_Task instructions:_
Scan the records for the word "NASMYTH". Copy each line that includes it.

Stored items

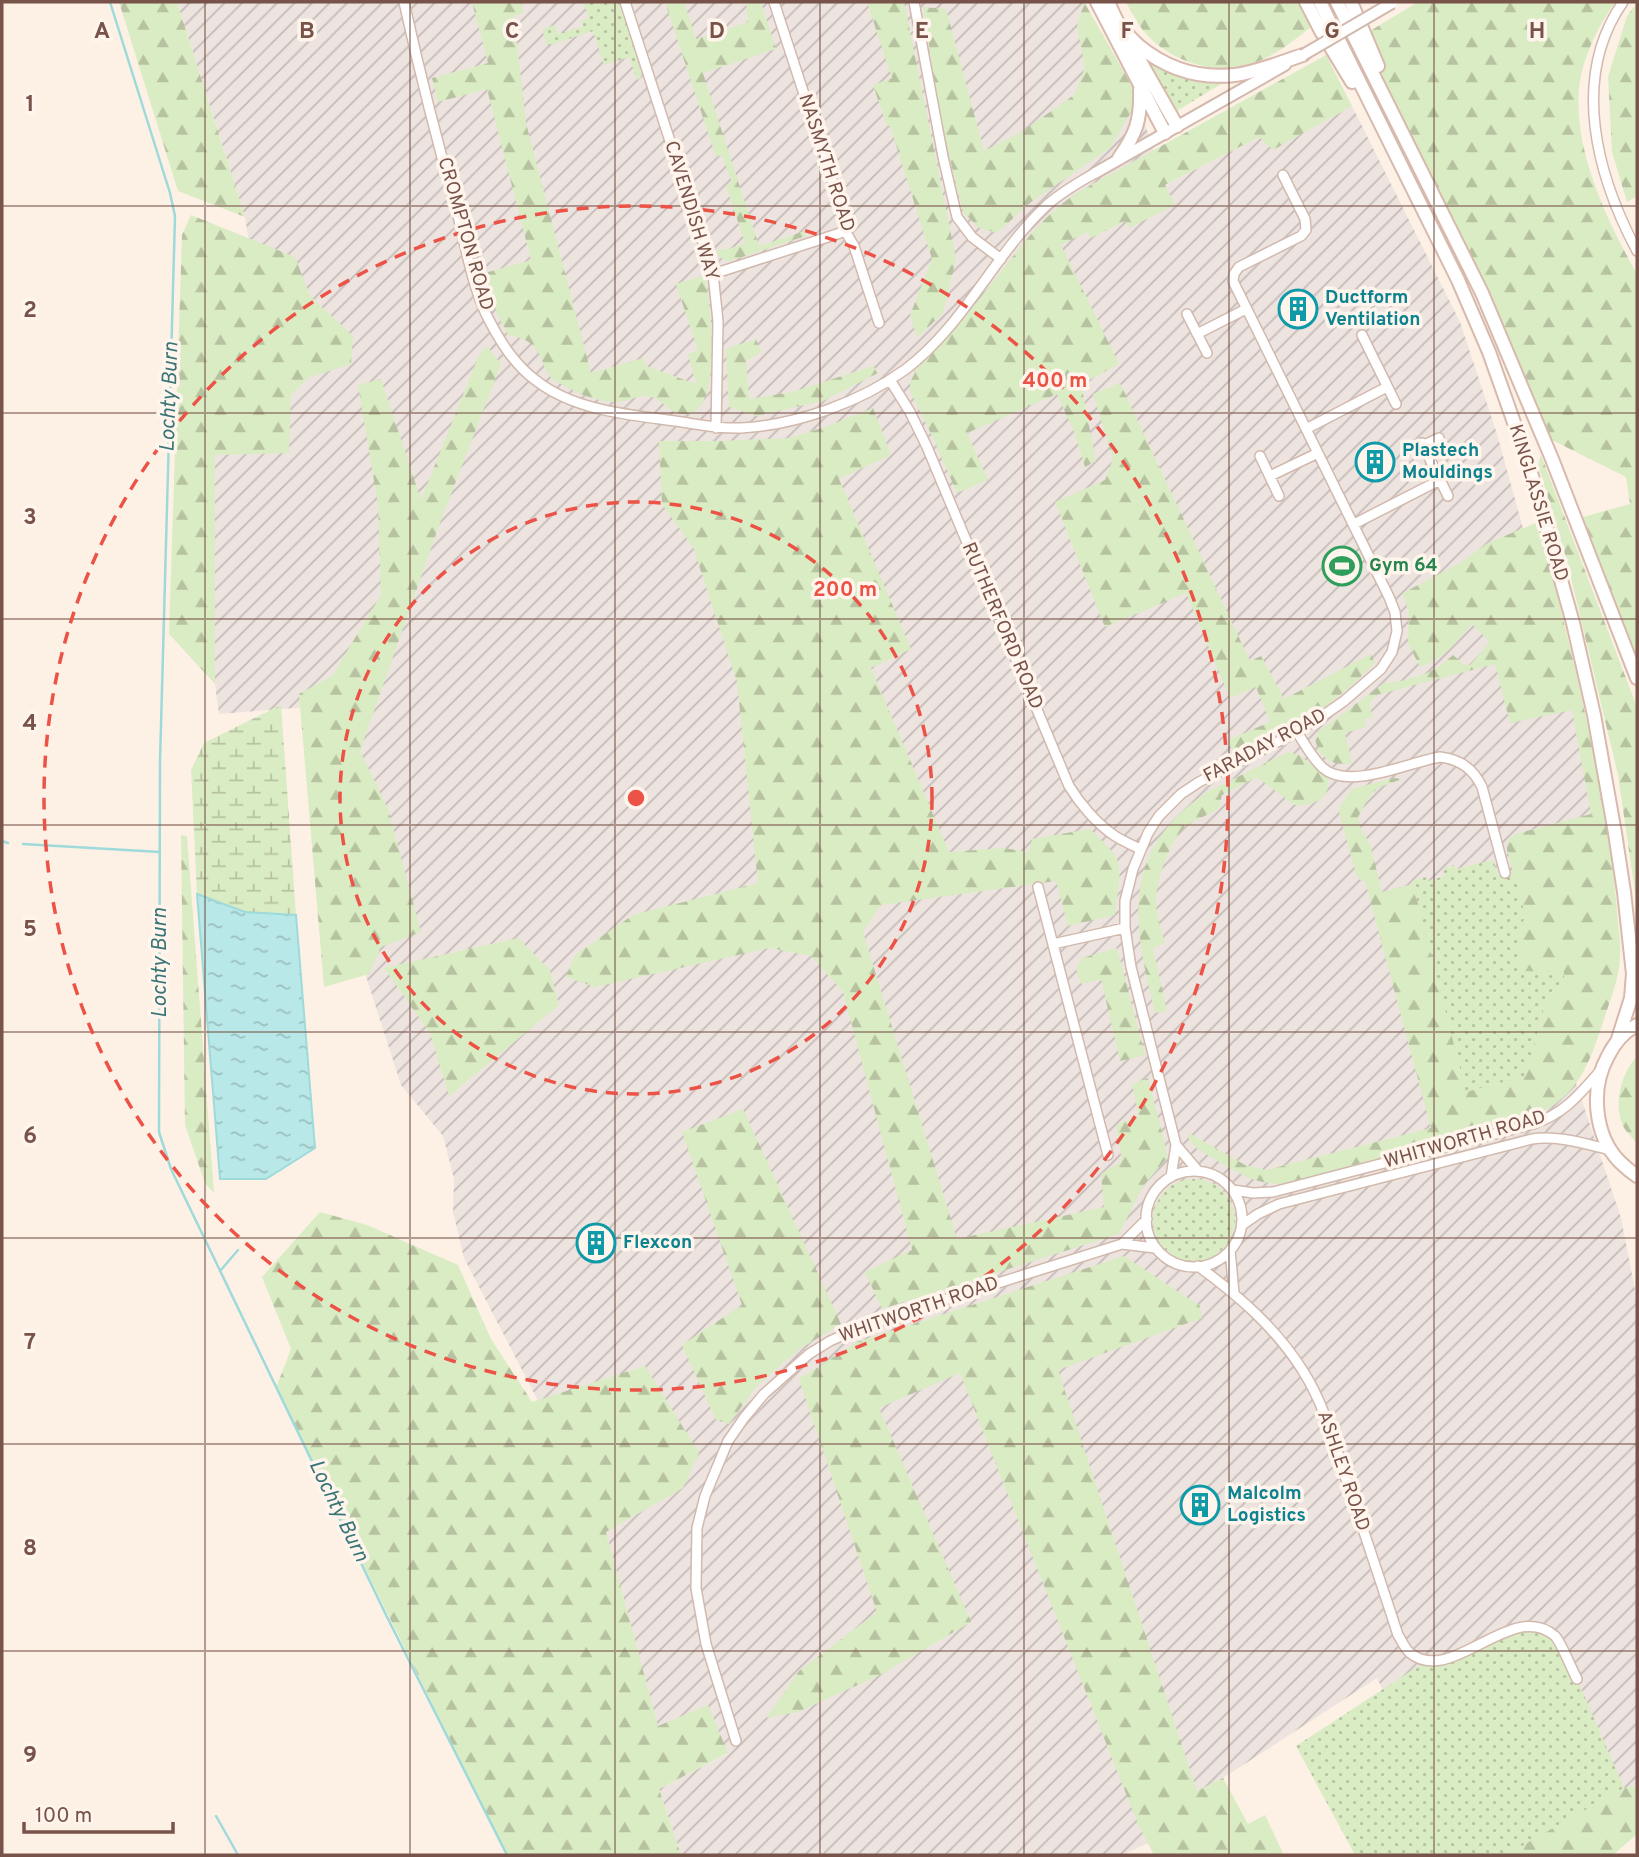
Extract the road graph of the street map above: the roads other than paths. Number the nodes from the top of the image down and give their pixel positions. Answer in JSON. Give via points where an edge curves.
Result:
{"nodes":[{"id":1,"x":404,"y":2,"type":"edge"},
{"id":2,"x":625,"y":2,"type":"edge"},
{"id":3,"x":774,"y":2,"type":"edge"},
{"id":4,"x":914,"y":2,"type":"edge"},
{"id":5,"x":1097,"y":2,"type":"edge"},
{"id":6,"x":1108,"y":2,"type":"edge"},
{"id":7,"x":1306,"y":2,"type":"edge"},
{"id":8,"x":1320,"y":2,"type":"edge"},
{"id":9,"x":1337,"y":2,"type":"edge"},
{"id":10,"x":1351,"y":2,"type":"edge"},
{"id":11,"x":1393,"y":2,"type":"edge"},
{"id":12,"x":1623,"y":2,"type":"edge"},
{"id":13,"x":1121,"y":27,"type":"junction"},
{"id":14,"x":1303,"y":55,"type":"junction"},
{"id":15,"x":1140,"y":86,"type":"junction"},
{"id":16,"x":1171,"y":129,"type":"junction"},
{"id":17,"x":1119,"y":158,"type":"junction"},
{"id":18,"x":1095,"y":173,"type":"joint"},
{"id":19,"x":1405,"y":173,"type":"junction"},
{"id":20,"x":1423,"y":174,"type":"junction"},
{"id":21,"x":1283,"y":175,"type":"dead end"},
{"id":22,"x":844,"y":229,"type":"junction"},
{"id":23,"x":1637,"y":251,"type":"edge"},
{"id":24,"x":1001,"y":260,"type":"junction"},
{"id":25,"x":713,"y":274,"type":"junction"},
{"id":26,"x":1246,"y":309,"type":"junction"},
{"id":27,"x":1187,"y":314,"type":"dead end"},
{"id":28,"x":879,"y":323,"type":"dead end"},
{"id":29,"x":1197,"y":334,"type":"junction"},
{"id":30,"x":1362,"y":335,"type":"dead end"},
{"id":31,"x":1207,"y":353,"type":"dead end"},
{"id":32,"x":890,"y":380,"type":"junction"},
{"id":33,"x":1387,"y":387,"type":"junction"},
{"id":34,"x":1396,"y":404,"type":"dead end"},
{"id":35,"x":716,"y":428,"type":"junction"},
{"id":36,"x":1306,"y":429,"type":"junction"},
{"id":37,"x":1439,"y":438,"type":"dead end"},
{"id":38,"x":1318,"y":453,"type":"junction"},
{"id":39,"x":1260,"y":456,"type":"dead end"},
{"id":40,"x":1270,"y":476,"type":"junction"},
{"id":41,"x":1440,"y":480,"type":"junction"},
{"id":42,"x":1279,"y":496,"type":"dead end"},
{"id":43,"x":1448,"y":496,"type":"dead end"},
{"id":44,"x":1354,"y":524,"type":"junction"},
{"id":45,"x":1637,"y":678,"type":"edge"},
{"id":46,"x":1297,"y":732,"type":"junction"},
{"id":47,"x":1140,"y":849,"type":"junction"},
{"id":48,"x":1505,"y":873,"type":"dead end"},
{"id":49,"x":1038,"y":887,"type":"dead end"},
{"id":50,"x":1125,"y":928,"type":"junction"},
{"id":51,"x":1053,"y":944,"type":"junction"},
{"id":52,"x":1637,"y":1026,"type":"edge"},
{"id":53,"x":1618,"y":1039,"type":"junction"},
{"id":54,"x":1600,"y":1071,"type":"junction"},
{"id":55,"x":1176,"y":1145,"type":"junction"},
{"id":56,"x":1611,"y":1150,"type":"junction"},
{"id":57,"x":1108,"y":1155,"type":"dead end"},
{"id":58,"x":1198,"y":1171,"type":"junction"},
{"id":59,"x":1637,"y":1176,"type":"edge"},
{"id":60,"x":1171,"y":1177,"type":"junction"},
{"id":61,"x":1233,"y":1190,"type":"junction"},
{"id":62,"x":1147,"y":1219,"type":"junction"},
{"id":63,"x":1242,"y":1225,"type":"junction"},
{"id":64,"x":1122,"y":1244,"type":"junction"},
{"id":65,"x":1155,"y":1248,"type":"junction"},
{"id":66,"x":1230,"y":1250,"type":"junction"},
{"id":67,"x":1198,"y":1266,"type":"junction"},
{"id":68,"x":1234,"y":1293,"type":"junction"},
{"id":69,"x":1577,"y":1679,"type":"dead end"},
{"id":70,"x":736,"y":1741,"type":"dead end"}],
"edges":[{"from":1,"to":35,"type":"street","name":"CROMPTON ROAD","via":[[477,289],[510,355],[536,381],[579,403]]},
{"from":2,"to":25,"type":"street","name":"CAVENDISH WAY"},
{"from":3,"to":22,"type":"street","name":"NASMYTH ROAD","via":[[844,217]]},
{"from":4,"to":24,"type":"street","via":[[957,217],[972,237]]},
{"from":5,"to":15,"type":"main road"},
{"from":6,"to":13,"type":"main road"},
{"from":7,"to":19,"type":"main road"},
{"from":8,"to":19,"type":"main road","name":"KINGLASSIE ROAD"},
{"from":9,"to":20,"type":"main road","name":"KINGLASSIE ROAD"},
{"from":10,"to":20,"type":"main road"},
{"from":11,"to":14,"type":"street","name":"CROMPTON ROAD","bridge":true},
{"from":12,"to":23,"type":"street","via":[[1601,47],[1594,78],[1595,137],[1606,179]]},
{"from":13,"to":14,"type":"main road","via":[[1150,55],[1192,74],[1235,75]]},
{"from":13,"to":16,"type":"main road"},
{"from":14,"to":16,"type":"street","name":"CROMPTON ROAD"},
{"from":15,"to":16,"type":"main road"},
{"from":15,"to":17,"type":"main road","via":[[1138,125]]},
{"from":16,"to":17,"type":"street","name":"CROMPTON ROAD"},
{"from":17,"to":18,"type":"street","name":"CROMPTON ROAD"},
{"from":18,"to":24,"type":"street","name":"CROMPTON ROAD","via":[[1048,204]]},
{"from":19,"to":53,"type":"main road","name":"KINGLASSIE ROAD","via":[[1489,352],[1528,462],[1573,624],[1615,833],[1633,974]]},
{"from":20,"to":45,"type":"main road","name":"KINGLASSIE ROAD","via":[[1497,328]]},
{"from":21,"to":26,"type":"street","name":"FARADAY ROAD","via":[[1306,230],[1236,270],[1233,281]]},
{"from":22,"to":25,"type":"street"},
{"from":22,"to":28,"type":"street","name":"NASMYTH ROAD"},
{"from":24,"to":32,"type":"street","name":"CROMPTON ROAD","via":[[933,343]]},
{"from":25,"to":35,"type":"street","name":"CAVENDISH WAY","via":[[718,321]]},
{"from":26,"to":29,"type":"street"},
{"from":26,"to":36,"type":"street","name":"FARADAY ROAD"},
{"from":27,"to":29,"type":"street"},
{"from":29,"to":31,"type":"street"},
{"from":30,"to":33,"type":"street"},
{"from":32,"to":35,"type":"street","name":"CROMPTON ROAD","via":[[847,403],[793,419]]},
{"from":32,"to":47,"type":"street","name":"RUTHERFORD ROAD","via":[[927,447],[1069,786],[1107,829]]},
{"from":33,"to":34,"type":"street"},
{"from":33,"to":36,"type":"street"},
{"from":36,"to":38,"type":"street","name":"FARADAY ROAD"},
{"from":37,"to":41,"type":"street","via":[[1423,444]]},
{"from":38,"to":40,"type":"street"},
{"from":38,"to":44,"type":"street","name":"FARADAY ROAD"},
{"from":39,"to":40,"type":"street"},
{"from":40,"to":42,"type":"street"},
{"from":41,"to":43,"type":"street"},
{"from":41,"to":44,"type":"street"},
{"from":44,"to":46,"type":"street","name":"FARADAY ROAD","via":[[1392,605],[1396,641],[1387,661],[1370,680]]},
{"from":46,"to":47,"type":"street","name":"FARADAY ROAD","via":[[1181,794],[1159,816]]},
{"from":46,"to":48,"type":"street","via":[[1320,765],[1343,777],[1440,757],[1464,765],[1482,787]]},
{"from":47,"to":50,"type":"street","name":"FARADAY ROAD","via":[[1127,888]]},
{"from":49,"to":51,"type":"street"},
{"from":50,"to":51,"type":"street"},
{"from":50,"to":55,"type":"street","name":"FARADAY ROAD"},
{"from":51,"to":57,"type":"street"},
{"from":52,"to":53,"type":"main road"},
{"from":53,"to":54,"type":"main road"},
{"from":54,"to":56,"type":"main road","via":[[1598,1117]]},
{"from":54,"to":61,"type":"street","name":"WHITWORTH ROAD","via":[[1548,1119],[1273,1192]]},
{"from":55,"to":58,"type":"street","name":"FARADAY ROAD"},
{"from":55,"to":60,"type":"street","name":"FARADAY ROAD"},
{"from":56,"to":59,"type":"main road"},
{"from":56,"to":63,"type":"street","name":"WHITWORTH ROAD","via":[[1568,1140],[1532,1139],[1279,1204]]},
{"from":58,"to":60,"type":"street"},
{"from":58,"to":61,"type":"street","via":[[1211,1174]]},
{"from":60,"to":62,"type":"street","via":[[1150,1201]]},
{"from":61,"to":63,"type":"street"},
{"from":62,"to":64,"type":"street","name":"WHITWORTH ROAD"},
{"from":62,"to":65,"type":"street","via":[[1148,1236]]},
{"from":63,"to":66,"type":"street"},
{"from":64,"to":65,"type":"street","name":"WHITWORTH ROAD"},
{"from":64,"to":70,"type":"street","name":"WHITWORTH ROAD","via":[[831,1341],[809,1354],[744,1418],[728,1441],[697,1528],[696,1588],[706,1644]]},
{"from":65,"to":67,"type":"street","via":[[1179,1266]]},
{"from":66,"to":67,"type":"street","via":[[1211,1264]]},
{"from":66,"to":68,"type":"street"},
{"from":67,"to":68,"type":"street","name":"ASHLEY ROAD"},
{"from":68,"to":69,"type":"street","name":"ASHLEY ROAD","via":[[1273,1331],[1319,1401],[1398,1635],[1409,1653],[1426,1661],[1449,1659],[1512,1628],[1538,1627],[1556,1637]]}]}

_Your response:_
{"from":3,"to":22,"type":"street","name":"NASMYTH ROAD","via":[[844,217]]},
{"from":22,"to":28,"type":"street","name":"NASMYTH ROAD"},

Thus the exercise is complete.